AIM OF THE TASK => Below are records; how many of their lines hold the string "Ventura"? Reply with nothing but the number.

Saved entries
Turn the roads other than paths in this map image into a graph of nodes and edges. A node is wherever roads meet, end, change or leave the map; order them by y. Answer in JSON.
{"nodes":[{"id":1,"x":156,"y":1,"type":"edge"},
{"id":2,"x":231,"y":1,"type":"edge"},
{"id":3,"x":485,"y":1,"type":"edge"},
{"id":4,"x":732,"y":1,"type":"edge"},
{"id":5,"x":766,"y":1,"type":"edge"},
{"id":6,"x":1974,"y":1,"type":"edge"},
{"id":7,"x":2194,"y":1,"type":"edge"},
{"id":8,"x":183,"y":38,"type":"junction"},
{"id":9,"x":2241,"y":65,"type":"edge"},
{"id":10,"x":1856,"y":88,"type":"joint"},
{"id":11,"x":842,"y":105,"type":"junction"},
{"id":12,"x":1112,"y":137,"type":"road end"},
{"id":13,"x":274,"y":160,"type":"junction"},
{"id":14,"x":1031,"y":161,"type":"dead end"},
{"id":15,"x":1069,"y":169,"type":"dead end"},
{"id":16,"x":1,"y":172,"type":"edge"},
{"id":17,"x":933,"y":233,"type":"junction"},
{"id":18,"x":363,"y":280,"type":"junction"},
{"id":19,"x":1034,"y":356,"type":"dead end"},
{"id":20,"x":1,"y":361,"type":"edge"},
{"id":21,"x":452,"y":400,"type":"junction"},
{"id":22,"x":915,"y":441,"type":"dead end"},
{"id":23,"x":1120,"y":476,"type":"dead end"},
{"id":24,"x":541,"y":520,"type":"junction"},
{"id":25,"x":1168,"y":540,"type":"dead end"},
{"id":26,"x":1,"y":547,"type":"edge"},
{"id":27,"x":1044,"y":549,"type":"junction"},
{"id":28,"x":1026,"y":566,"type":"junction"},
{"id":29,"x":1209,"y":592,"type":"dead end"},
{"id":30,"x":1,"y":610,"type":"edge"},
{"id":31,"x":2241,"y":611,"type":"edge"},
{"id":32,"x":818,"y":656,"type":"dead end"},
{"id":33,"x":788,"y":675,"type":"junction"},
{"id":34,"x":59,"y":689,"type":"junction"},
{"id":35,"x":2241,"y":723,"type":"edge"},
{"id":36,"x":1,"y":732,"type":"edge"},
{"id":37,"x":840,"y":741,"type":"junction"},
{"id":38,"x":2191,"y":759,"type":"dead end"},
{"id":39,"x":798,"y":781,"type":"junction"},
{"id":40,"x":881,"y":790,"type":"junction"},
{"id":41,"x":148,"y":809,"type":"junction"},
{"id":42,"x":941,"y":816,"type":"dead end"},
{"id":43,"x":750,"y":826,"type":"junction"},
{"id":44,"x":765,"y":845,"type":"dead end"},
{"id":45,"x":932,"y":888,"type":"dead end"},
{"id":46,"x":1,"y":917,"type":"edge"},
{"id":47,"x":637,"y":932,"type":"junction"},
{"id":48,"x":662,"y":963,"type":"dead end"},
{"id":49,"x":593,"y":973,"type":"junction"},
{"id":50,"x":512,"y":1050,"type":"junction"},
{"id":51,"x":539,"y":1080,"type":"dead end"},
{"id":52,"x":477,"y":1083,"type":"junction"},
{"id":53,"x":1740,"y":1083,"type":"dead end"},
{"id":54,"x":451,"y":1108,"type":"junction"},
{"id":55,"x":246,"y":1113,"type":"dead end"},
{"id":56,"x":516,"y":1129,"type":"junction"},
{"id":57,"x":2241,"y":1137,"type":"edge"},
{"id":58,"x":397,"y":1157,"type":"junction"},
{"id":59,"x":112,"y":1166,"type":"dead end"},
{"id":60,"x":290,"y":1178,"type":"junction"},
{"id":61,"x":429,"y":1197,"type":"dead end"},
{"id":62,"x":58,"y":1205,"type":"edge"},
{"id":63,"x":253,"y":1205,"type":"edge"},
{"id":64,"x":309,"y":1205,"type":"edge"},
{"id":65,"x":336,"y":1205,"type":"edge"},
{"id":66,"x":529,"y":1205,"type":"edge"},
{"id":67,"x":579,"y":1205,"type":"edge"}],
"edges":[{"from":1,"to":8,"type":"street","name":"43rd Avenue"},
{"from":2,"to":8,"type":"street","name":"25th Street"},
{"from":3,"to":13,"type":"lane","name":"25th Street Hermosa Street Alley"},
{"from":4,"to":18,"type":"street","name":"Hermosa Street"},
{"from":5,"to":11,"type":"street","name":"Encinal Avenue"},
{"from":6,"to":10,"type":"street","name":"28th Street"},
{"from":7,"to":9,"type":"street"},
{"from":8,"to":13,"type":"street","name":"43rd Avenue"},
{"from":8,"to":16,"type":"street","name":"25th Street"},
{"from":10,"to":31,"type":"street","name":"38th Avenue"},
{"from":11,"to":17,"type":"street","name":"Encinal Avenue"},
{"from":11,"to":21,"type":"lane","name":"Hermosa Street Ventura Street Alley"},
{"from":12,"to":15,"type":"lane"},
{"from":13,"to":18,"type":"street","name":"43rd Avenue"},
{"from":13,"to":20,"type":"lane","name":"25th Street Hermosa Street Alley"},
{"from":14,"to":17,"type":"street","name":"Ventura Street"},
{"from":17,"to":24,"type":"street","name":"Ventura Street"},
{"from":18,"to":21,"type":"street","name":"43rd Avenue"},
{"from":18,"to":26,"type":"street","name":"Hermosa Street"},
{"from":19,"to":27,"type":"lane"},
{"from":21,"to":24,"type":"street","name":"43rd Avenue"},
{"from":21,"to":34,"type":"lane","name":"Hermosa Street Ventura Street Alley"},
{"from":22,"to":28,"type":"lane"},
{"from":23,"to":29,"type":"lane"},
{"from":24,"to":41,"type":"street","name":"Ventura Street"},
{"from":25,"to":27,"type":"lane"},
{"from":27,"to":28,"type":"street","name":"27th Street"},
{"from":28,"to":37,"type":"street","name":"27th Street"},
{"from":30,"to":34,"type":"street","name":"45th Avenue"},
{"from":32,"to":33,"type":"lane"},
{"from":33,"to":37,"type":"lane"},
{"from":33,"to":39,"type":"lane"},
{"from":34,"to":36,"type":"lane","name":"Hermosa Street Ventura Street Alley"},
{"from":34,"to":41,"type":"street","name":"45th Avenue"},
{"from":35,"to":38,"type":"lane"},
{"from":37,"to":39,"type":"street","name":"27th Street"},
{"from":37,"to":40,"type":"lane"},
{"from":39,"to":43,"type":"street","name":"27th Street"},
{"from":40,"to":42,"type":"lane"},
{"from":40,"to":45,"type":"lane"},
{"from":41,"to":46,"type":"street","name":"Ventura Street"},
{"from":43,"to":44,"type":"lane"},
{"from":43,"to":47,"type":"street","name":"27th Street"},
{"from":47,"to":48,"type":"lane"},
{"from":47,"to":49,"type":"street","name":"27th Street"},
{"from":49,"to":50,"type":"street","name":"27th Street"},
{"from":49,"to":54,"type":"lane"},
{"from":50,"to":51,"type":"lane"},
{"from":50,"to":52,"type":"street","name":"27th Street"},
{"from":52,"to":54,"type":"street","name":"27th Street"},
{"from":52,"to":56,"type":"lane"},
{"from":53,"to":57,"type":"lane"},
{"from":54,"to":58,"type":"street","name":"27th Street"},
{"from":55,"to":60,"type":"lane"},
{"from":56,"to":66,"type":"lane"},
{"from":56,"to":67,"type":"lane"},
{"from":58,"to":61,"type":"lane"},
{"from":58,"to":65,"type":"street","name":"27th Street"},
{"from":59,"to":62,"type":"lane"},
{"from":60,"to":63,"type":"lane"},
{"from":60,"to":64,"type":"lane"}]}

WRITTEN RESPONSE => 7